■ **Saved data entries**
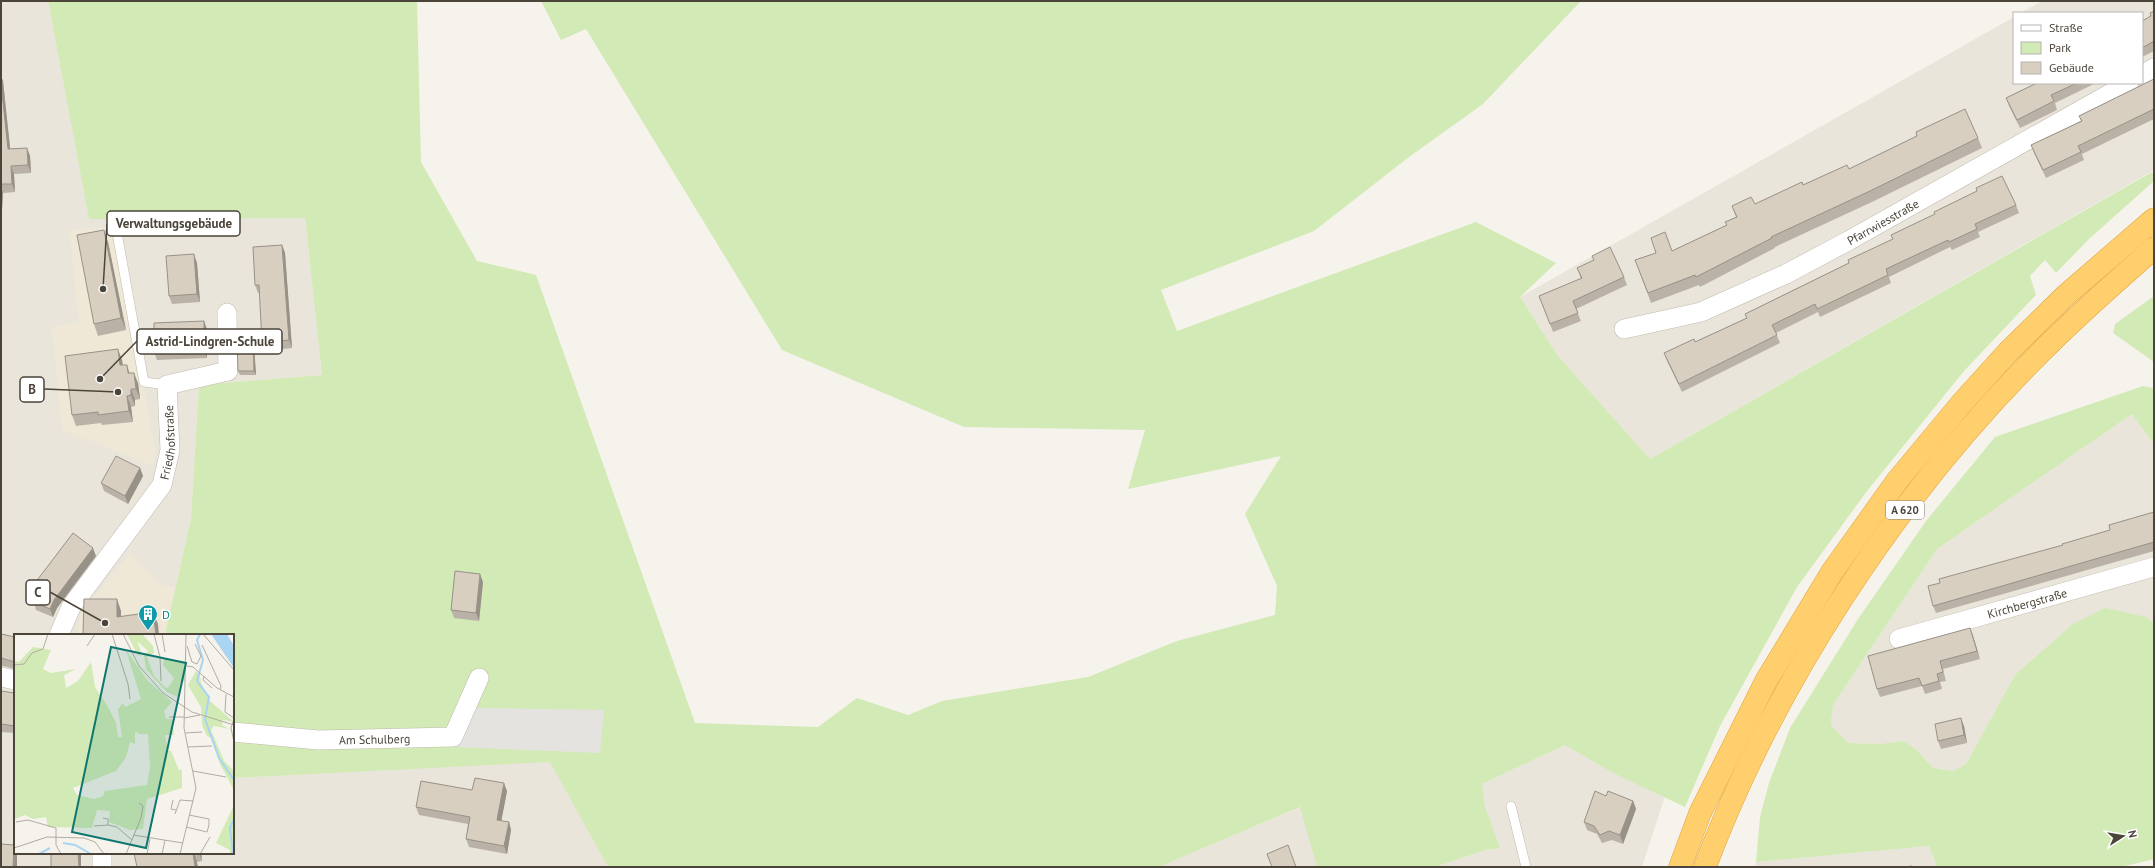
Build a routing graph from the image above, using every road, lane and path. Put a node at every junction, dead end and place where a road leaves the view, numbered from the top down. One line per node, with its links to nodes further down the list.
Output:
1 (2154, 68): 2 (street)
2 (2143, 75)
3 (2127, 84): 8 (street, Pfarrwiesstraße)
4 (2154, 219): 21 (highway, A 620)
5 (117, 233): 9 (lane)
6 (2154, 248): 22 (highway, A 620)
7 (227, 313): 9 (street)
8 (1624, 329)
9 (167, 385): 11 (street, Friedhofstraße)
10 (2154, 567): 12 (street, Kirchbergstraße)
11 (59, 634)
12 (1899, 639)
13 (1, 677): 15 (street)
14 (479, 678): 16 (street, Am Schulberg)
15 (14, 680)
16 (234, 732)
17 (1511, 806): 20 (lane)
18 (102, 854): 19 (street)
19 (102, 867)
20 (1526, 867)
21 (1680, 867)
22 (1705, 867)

■ **What the exercise asks**
Transcribe every entry exactly, omitting pictures.

■ **Exercise response**
Build a routing graph from the image above, using every road, lane and path. Put a node at every junction, dead end and place where a road leaves the view, numbered from the top down. One line per node, with its links to nodes further down the list.
Output:
1 (2154, 68): 2 (street)
2 (2143, 75)
3 (2127, 84): 8 (street, Pfarrwiesstraße)
4 (2154, 219): 21 (highway, A 620)
5 (117, 233): 9 (lane)
6 (2154, 248): 22 (highway, A 620)
7 (227, 313): 9 (street)
8 (1624, 329)
9 (167, 385): 11 (street, Friedhofstraße)
10 (2154, 567): 12 (street, Kirchbergstraße)
11 (59, 634)
12 (1899, 639)
13 (1, 677): 15 (street)
14 (479, 678): 16 (street, Am Schulberg)
15 (14, 680)
16 (234, 732)
17 (1511, 806): 20 (lane)
18 (102, 854): 19 (street)
19 (102, 867)
20 (1526, 867)
21 (1680, 867)
22 (1705, 867)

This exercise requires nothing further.